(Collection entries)

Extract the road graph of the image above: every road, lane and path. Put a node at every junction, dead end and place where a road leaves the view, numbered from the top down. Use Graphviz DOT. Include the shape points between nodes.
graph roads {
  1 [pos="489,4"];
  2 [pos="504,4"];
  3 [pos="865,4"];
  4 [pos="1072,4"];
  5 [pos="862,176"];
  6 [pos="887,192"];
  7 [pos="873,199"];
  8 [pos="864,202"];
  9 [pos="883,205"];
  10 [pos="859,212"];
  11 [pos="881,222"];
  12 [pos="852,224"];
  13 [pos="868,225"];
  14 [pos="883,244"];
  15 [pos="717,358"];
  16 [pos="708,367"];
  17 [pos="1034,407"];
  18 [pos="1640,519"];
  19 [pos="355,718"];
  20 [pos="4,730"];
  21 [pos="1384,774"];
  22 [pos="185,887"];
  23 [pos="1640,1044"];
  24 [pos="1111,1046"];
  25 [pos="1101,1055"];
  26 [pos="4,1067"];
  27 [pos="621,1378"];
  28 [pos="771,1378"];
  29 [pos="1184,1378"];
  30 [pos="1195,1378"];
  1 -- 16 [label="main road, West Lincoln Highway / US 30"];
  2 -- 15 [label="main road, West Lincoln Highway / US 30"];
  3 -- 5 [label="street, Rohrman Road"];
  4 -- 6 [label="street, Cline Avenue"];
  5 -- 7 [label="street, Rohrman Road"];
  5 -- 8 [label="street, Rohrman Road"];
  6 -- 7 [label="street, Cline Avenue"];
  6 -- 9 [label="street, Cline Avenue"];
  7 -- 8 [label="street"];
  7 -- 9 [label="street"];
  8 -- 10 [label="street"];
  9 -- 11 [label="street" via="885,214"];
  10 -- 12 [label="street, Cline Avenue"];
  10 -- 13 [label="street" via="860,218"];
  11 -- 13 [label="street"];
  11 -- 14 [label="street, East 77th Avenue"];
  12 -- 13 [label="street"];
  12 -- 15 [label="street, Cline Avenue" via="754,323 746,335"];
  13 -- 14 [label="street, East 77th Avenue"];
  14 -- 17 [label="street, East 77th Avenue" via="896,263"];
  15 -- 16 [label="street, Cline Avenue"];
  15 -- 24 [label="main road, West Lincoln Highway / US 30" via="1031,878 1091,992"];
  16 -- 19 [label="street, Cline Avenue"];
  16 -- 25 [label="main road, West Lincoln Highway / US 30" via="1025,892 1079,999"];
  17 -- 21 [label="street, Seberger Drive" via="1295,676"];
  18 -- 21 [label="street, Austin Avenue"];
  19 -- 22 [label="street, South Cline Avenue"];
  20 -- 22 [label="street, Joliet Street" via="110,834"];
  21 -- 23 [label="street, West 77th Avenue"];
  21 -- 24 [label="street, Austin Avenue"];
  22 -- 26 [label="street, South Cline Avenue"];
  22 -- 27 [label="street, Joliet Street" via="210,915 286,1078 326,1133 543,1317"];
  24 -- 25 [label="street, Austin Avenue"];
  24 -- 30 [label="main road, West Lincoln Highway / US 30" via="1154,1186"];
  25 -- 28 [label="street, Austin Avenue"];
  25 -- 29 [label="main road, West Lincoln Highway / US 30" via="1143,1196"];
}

**Exercise:** Filtering the entries above by the word "East", copy each line that matches.

**Answer section:**
  11 -- 14 [label="street, East 77th Avenue"];
  13 -- 14 [label="street, East 77th Avenue"];
  14 -- 17 [label="street, East 77th Avenue" via="896,263"];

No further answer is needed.